Esther MC Johns, Alex Ades and Pavitra Nanayakkara
Med J Aust 2021; 214 (2): . || doi: 10.5694/mja2.50897
Published online: 1 February 2021

Although VTE risk in minor gynaecological procedures is low, a systematic approach to prophylaxis is necessary

Venous thromboembolism (VTE) is a rare but highly morbid risk of surgery that is largely preventable with appropriate prophylaxis.1,2 Methods of VTE prophylaxis range from conservative options with early ambulation, to mechanical compression devices used during and after surgery, to pharmacological prophylaxis with unfractionated or low molecular weight heparin. The current National Health and Medical Research Council guidelines, endorsed by the Royal Australian and New Zealand College of Gynaecologists, recommend the use of pharmacological prophylaxis for all gynaecological operations.1 However, this fails to acknowledge the difference in VTE risk in major versus minimally invasive surgeries.
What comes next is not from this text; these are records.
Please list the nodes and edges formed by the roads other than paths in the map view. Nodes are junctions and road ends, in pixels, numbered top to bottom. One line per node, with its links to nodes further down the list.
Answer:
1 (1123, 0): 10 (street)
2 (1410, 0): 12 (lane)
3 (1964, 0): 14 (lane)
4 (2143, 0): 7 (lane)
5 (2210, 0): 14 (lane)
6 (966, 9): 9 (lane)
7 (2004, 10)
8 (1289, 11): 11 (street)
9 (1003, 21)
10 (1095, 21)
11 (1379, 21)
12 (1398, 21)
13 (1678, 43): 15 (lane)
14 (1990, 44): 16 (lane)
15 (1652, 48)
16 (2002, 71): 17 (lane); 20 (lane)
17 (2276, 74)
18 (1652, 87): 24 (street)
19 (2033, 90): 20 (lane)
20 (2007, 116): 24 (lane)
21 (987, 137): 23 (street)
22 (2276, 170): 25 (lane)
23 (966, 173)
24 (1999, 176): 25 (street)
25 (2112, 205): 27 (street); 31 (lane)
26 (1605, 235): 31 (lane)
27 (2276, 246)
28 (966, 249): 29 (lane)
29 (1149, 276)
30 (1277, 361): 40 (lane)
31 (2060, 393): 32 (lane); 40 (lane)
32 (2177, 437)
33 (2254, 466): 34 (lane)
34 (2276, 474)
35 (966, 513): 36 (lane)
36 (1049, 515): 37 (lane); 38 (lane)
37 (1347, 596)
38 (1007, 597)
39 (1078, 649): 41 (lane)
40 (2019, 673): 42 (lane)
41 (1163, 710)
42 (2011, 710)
Indeed, the widely recognised international guidelines published by the American College of Obstetricians and Gynecologists and the American College of Chest Physicians incorporate both procedural (eg, mode of incision) and patient factors in the assessment of VTE risk.3,4 These guidelines encourage early ambulation or mechanical prophylaxis alone for very low and low risk patients, respectively, which largely includes those undergoing minimally invasive gynaecological procedures (with no additional risk factors).3,4 Further, a 2018 systematic review highlighted the very low risk of VTE in minimally invasive gynaecological surgeries, including laparoscopic and vaginal procedures, compared with open procedures. The review concluded that there is unlikely to be any additional benefit of pharmacological prophylaxis compared with mechanical prophylaxis alone in low risk patients.5 This is particularly relevant given the increased risk of haemorrhage associated with pharmacological VTE prophylaxis.6 Consequently, a 2020 Australian Commission on Safety and Quality in Health Care report acknowledged that there is no consensus among evidence‐based guidelines regarding the preferred method of VTE assessment, and clinicians and institutions should refer to the evidence‐based VTE risk assessment tool of their choosing.7 We sought to evaluate the risk of VTE in minimally invasive gynaecological procedures and determine the need for pharmacological prophylaxis in addition to mechanical prophylaxis.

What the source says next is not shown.